Task statement >> List the lines of this listing that hold the word "edges".

Material supplied >>
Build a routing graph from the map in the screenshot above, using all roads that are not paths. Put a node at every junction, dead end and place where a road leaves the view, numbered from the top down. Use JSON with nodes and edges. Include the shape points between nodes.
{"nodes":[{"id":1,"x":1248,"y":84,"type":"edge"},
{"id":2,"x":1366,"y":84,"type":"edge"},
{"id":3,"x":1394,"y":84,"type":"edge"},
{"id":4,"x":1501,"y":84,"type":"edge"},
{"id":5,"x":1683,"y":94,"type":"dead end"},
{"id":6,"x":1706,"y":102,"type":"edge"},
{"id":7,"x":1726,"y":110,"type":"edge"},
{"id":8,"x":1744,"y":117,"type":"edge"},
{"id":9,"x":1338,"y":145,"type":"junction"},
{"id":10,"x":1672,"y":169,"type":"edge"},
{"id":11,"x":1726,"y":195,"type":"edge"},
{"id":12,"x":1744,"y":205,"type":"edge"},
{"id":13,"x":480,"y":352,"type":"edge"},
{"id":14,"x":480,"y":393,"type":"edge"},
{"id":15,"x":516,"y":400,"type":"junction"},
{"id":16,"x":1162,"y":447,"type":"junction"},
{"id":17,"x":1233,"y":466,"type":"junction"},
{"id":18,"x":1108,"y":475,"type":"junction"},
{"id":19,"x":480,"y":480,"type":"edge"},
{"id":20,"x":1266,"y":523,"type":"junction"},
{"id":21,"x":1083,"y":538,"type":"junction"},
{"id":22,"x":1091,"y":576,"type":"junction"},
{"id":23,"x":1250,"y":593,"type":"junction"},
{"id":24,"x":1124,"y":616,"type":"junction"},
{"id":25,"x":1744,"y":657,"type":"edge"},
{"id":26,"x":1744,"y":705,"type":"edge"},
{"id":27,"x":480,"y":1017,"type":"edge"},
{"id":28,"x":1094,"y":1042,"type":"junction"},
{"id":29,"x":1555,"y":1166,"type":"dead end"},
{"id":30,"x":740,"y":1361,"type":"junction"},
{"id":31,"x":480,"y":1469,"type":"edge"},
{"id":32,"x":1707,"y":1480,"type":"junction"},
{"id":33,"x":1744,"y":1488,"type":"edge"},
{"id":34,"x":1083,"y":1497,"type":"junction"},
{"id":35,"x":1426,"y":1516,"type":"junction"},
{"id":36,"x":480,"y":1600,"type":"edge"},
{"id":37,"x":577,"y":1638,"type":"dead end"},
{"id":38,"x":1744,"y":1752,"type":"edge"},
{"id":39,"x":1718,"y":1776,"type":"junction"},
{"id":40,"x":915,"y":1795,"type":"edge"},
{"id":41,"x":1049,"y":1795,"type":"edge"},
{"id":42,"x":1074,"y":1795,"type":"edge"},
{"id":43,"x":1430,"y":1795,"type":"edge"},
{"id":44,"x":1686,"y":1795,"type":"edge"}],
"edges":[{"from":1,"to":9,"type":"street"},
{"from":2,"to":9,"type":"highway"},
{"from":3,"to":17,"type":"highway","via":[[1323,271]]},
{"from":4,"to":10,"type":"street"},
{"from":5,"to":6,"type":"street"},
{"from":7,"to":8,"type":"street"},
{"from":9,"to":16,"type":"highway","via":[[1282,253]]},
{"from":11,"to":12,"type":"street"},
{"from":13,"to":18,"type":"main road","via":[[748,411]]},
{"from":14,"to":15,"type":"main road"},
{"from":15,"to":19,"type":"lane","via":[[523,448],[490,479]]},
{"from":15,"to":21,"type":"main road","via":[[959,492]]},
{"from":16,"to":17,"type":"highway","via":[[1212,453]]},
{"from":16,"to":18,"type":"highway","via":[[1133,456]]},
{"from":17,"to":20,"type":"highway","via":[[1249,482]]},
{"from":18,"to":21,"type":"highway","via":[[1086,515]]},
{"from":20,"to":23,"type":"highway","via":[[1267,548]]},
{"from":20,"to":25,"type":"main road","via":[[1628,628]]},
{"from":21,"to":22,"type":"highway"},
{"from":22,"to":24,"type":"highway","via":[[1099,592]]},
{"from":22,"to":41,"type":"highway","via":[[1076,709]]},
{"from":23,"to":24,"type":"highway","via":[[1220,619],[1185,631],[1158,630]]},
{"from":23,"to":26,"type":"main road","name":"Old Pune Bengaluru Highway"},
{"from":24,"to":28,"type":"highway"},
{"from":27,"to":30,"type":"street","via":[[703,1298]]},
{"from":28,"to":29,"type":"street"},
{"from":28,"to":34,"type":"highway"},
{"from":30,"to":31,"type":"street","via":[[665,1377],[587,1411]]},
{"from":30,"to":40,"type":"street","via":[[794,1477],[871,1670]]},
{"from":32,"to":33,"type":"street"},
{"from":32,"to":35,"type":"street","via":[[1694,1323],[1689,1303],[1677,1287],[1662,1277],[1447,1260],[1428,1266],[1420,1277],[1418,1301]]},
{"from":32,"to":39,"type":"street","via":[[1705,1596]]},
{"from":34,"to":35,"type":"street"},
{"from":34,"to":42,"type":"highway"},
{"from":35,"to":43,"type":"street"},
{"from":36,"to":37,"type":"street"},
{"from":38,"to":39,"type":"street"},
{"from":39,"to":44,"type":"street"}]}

Result >>
Build a routing graph from the map in the screenshot above, using all roads that are not paths. Put a node at every junction, dead end and place where a road leaves the view, numbered from the top down. Use JSON with nodes and edges. Include the shape points between nodes.
"edges":[{"from":1,"to":9,"type":"street"},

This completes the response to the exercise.